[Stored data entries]
☆ ☆ ☆

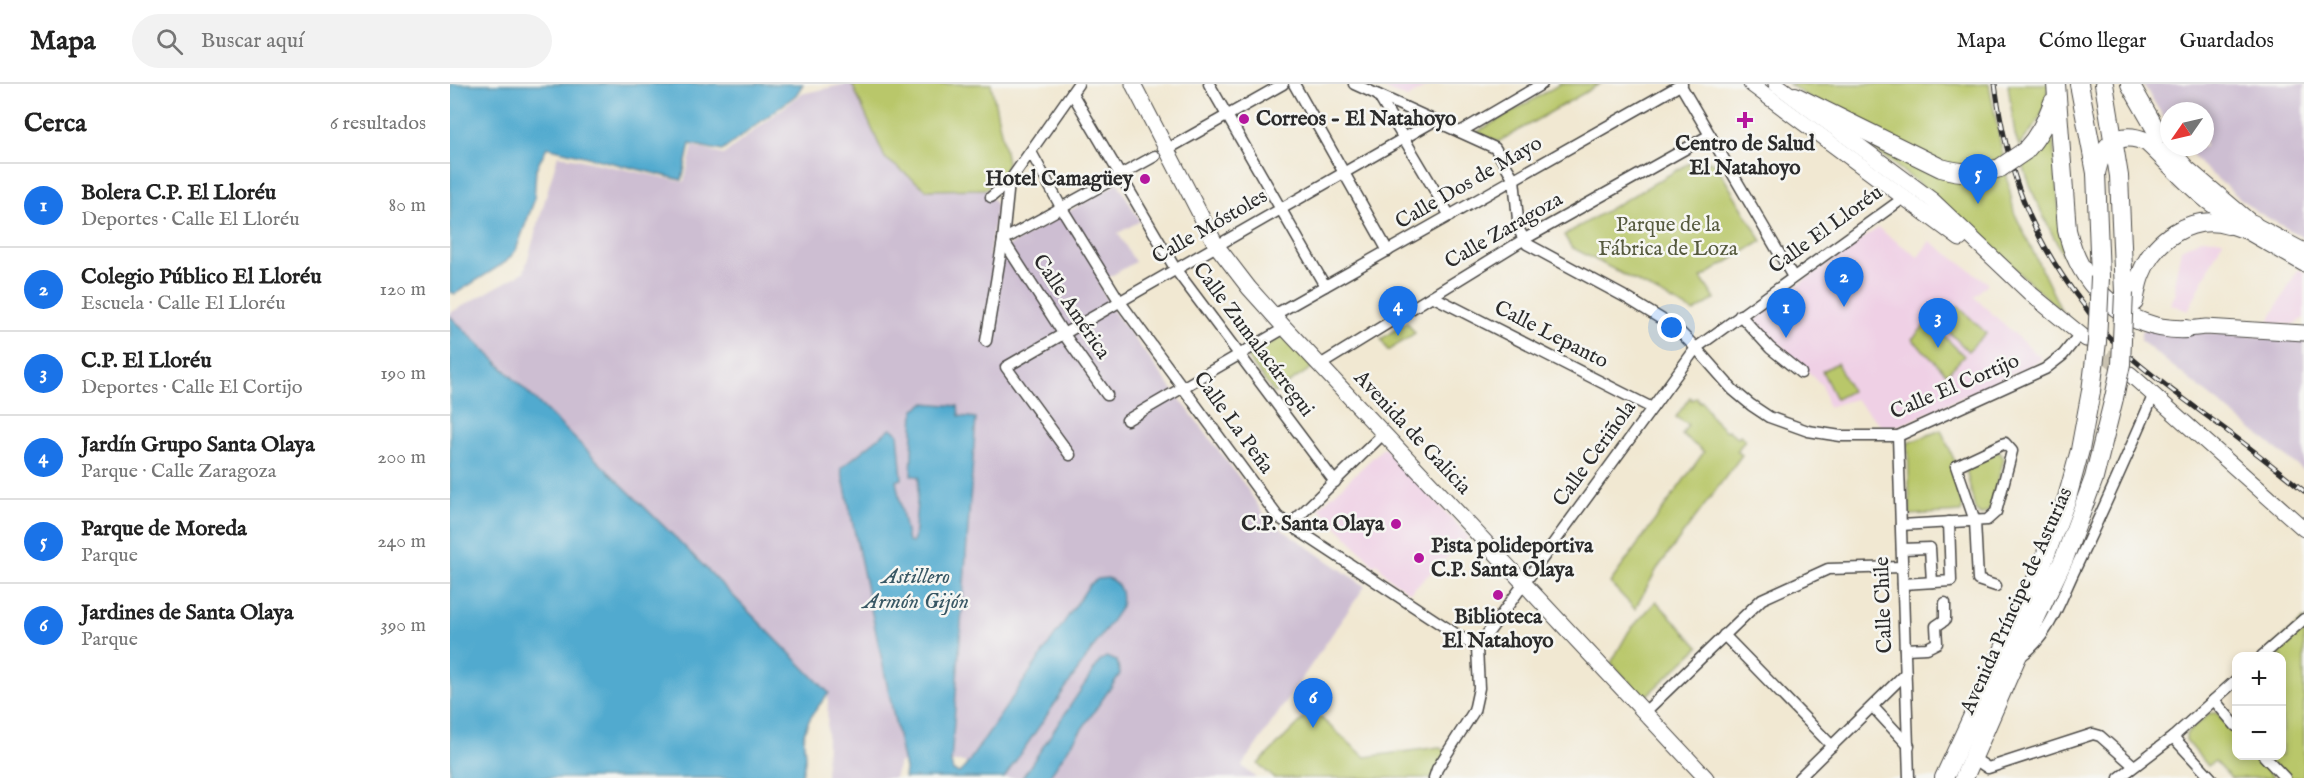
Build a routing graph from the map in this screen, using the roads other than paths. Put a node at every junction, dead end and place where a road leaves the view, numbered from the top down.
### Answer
1 (1133, 84) edge
2 (1209, 84) edge
3 (1283, 84) edge
4 (1294, 84) edge
5 (1354, 84) edge
6 (1542, 84) edge
7 (1681, 84) edge
8 (1750, 84) edge
9 (1776, 84) edge
10 (2079, 84) edge
11 (2104, 84) edge
12 (2130, 84) edge
13 (1075, 89) edge
14 (2056, 89) edge
15 (1378, 95) junction
16 (1795, 96) junction
17 (1228, 116) junction
18 (1434, 121) junction
19 (1460, 132) junction
20 (2160, 133) edge
21 (1710, 135) junction
22 (1404, 138) junction
23 (2115, 141) junction
24 (1031, 152) junction
25 (1161, 153) junction
26 (2177, 156) edge
27 (1344, 172) junction
28 (2096, 173) junction
29 (1120, 176) junction
30 (1514, 179) junction
31 (1009, 182) junction
32 (991, 197) dead end
33 (1905, 197) junction
34 (1061, 207) junction
35 (1280, 208) junction
36 (1450, 216) junction
37 (2253, 224) junction
38 (2228, 225) joint
39 (1003, 240) junction
40 (1523, 240) junction
41 (1216, 245) junction
42 (1388, 251) junction
43 (2304, 251) edge
44 (2304, 264) edge
45 (1176, 270) junction
46 (1793, 278) junction
47 (1325, 286) junction
48 (2031, 294) junction
49 (1432, 296) junction
50 (2129, 297) junction
51 (1120, 302) junction
52 (1274, 315) junction
53 (1740, 315) junction
54 (1285, 328) junction
55 (2187, 329) joint
56 (1063, 333) junction
57 (2304, 333) edge
58 (2083, 337) joint
59 (986, 341) dead end
60 (1696, 348) junction
61 (1240, 356) junction
62 (1320, 365) junction
63 (2126, 369) junction
64 (1801, 373) dead end
65 (1183, 388) junction
66 (1107, 394) dead end
67 (2154, 394) junction
68 (1652, 408) junction
69 (1127, 420) dead end
70 (1384, 434) junction
71 (1898, 436) junction
72 (1070, 455) dead end
73 (1335, 482) junction
74 (1974, 521) junction
75 (1949, 522) junction
76 (1290, 525) junction
77 (1901, 525) junction
78 (2304, 529) edge
79 (1902, 549) junction
80 (1903, 567) junction
81 (1932, 582) junction
82 (1524, 583) junction
83 (1903, 584) junction
84 (1996, 586) dead end
85 (1945, 603) dead end
86 (2304, 619) edge
87 (1724, 635) junction
88 (1477, 648) junction
89 (1905, 649) junction
90 (2268, 652) edge
91 (2016, 659) junction
92 (1906, 673) junction
93 (2232, 684) edge
94 (2214, 700) junction
95 (1873, 707) junction
96 (1645, 712) junction
97 (2232, 721) edge
98 (2173, 737) junction
99 (1832, 746) junction
100 (1909, 746) junction
101 (1973, 758) junction
102 (2268, 760) edge
103 (2134, 766) junction
104 (1699, 776) edge
105 (1910, 777) edge
106 (1434, 778) edge
107 (1798, 778) edge
108 (1944, 778) edge
109 (1964, 778) edge
110 (2119, 778) edge
111 (2211, 778) edge
112 (2285, 778) edge

1 - 25 street, Avenida de Galicia
2 - 17 street
3 - 17 street
4 - 27 street
5 - 15 street
6 - 19 street
7 - 21 street
7 - 30 street, Calle Dos de Mayo
8 - 33 street
9 - 16 street
10 - 28 highway, Avenida Príncipe de Asturias
11 - 23 highway, Avenida Príncipe de Asturias
12 - 20 highway
13 - 24 street
13 - 29 street, Calle Zumalacárregui
14 - 16 highway, bridge
14 - 55 highway
15 - 18 street
15 - 22 street
16 - 48 street
17 - 25 street
17 - 35 street
18 - 19 street
18 - 22 street, Calle Móstoles
19 - 30 street
21 - 40 street, Calle Zaragoza
21 - 46 street
22 - 27 street, Calle Móstoles
22 - 36 street
23 - 28 highway
23 - 37 highway
23 - 50 highway, Avenida Príncipe de Asturias
24 - 31 street
24 - 34 street, Calle La Peña
25 - 29 street
25 - 41 street, Avenida de Galicia
26 - 37 street
27 - 35 street, Calle Móstoles
27 - 42 street
28 - 108 highway, Avenida Príncipe de Asturias, bridge
29 - 34 street
29 - 45 street, Calle Zumalacárregui
30 - 36 street, Calle Dos de Mayo
30 - 40 street
31 - 32 street
31 - 39 street
33 - 46 street, Calle El Lloréu
33 - 48 street
34 - 39 street
34 - 51 street, Calle La Peña
35 - 41 street, Calle Móstoles
35 - 47 street
36 - 42 street, Calle Dos de Mayo
37 - 43 street
38 - 44 street
38 - 50 highway
39 - 56 street, Calle América
39 - 59 street
40 - 49 street, Calle Zaragoza
40 - 60 street, Calle El Cortijo
41 - 45 street, Calle Móstoles
41 - 52 street, Avenida de Galicia
42 - 47 street, Calle Dos de Mayo
45 - 51 street, Calle Móstoles
45 - 61 street, Calle Zumalacárregui
46 - 53 street, Calle El Lloréu
47 - 52 street, Calle Dos de Mayo
48 - 58 street
49 - 62 street, Calle Zaragoza
49 - 68 street, Calle Lepanto
50 - 63 highway, Avenida Príncipe de Asturias, bridge
51 - 56 street, Calle Móstoles
51 - 65 street, Calle La Peña
52 - 54 street, Avenida de Galicia
53 - 60 street, Calle El Lloréu
53 - 64 street
54 - 61 street
54 - 62 street, Avenida de Galicia
55 - 57 street
56 - 66 street, Calle América
56 - 72 street, Calle Móstoles
58 - 71 street, Calle El Cortijo
60 - 68 street, Calle Ceriñola
60 - 71 street, Calle El Cortijo
61 - 65 street
61 - 73 street, Calle Zumalacárregui
62 - 70 street, Avenida de Galicia
63 - 67 street
63 - 91 highway, Avenida Príncipe de Asturias, bridge
65 - 69 street
65 - 76 street, Calle La Peña
67 - 78 street
67 - 91 street
68 - 82 street, Calle Ceriñola
70 - 73 street
70 - 82 street, Avenida de Galicia
71 - 77 street, Calle Chile
73 - 76 street
74 - 74 street
74 - 75 street
74 - 84 street
75 - 77 street
75 - 81 street
76 - 88 street, Calle La Peña
77 - 79 street, Calle Chile
79 - 80 street, Calle Chile
79 - 81 street
80 - 83 street, Calle Chile
80 - 87 street
81 - 83 street
82 - 88 street, Calle Ceriñola
82 - 96 street, Avenida de Galicia
83 - 89 street, Calle Chile
85 - 89 street
86 - 90 street
87 - 96 street
87 - 99 street
88 - 106 street
89 - 92 street, Calle Chile
91 - 101 highway, Avenida Príncipe de Asturias
92 - 95 street
92 - 100 street, Calle Chile
93 - 94 street
94 - 97 street
94 - 98 street
95 - 99 street
95 - 100 street
96 - 104 street, Avenida de Galicia
98 - 103 street
98 - 111 street
99 - 107 street
100 - 105 street, Calle Chile
101 - 103 street
101 - 109 highway, Avenida Príncipe de Asturias
102 - 112 street
103 - 110 street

☆ ☆ ☆

- [DIRECTIONS] Look above for lines with the word "joint" and copy them all.

- [YOUR SOLUTION]
38 (2228, 225) joint
55 (2187, 329) joint
58 (2083, 337) joint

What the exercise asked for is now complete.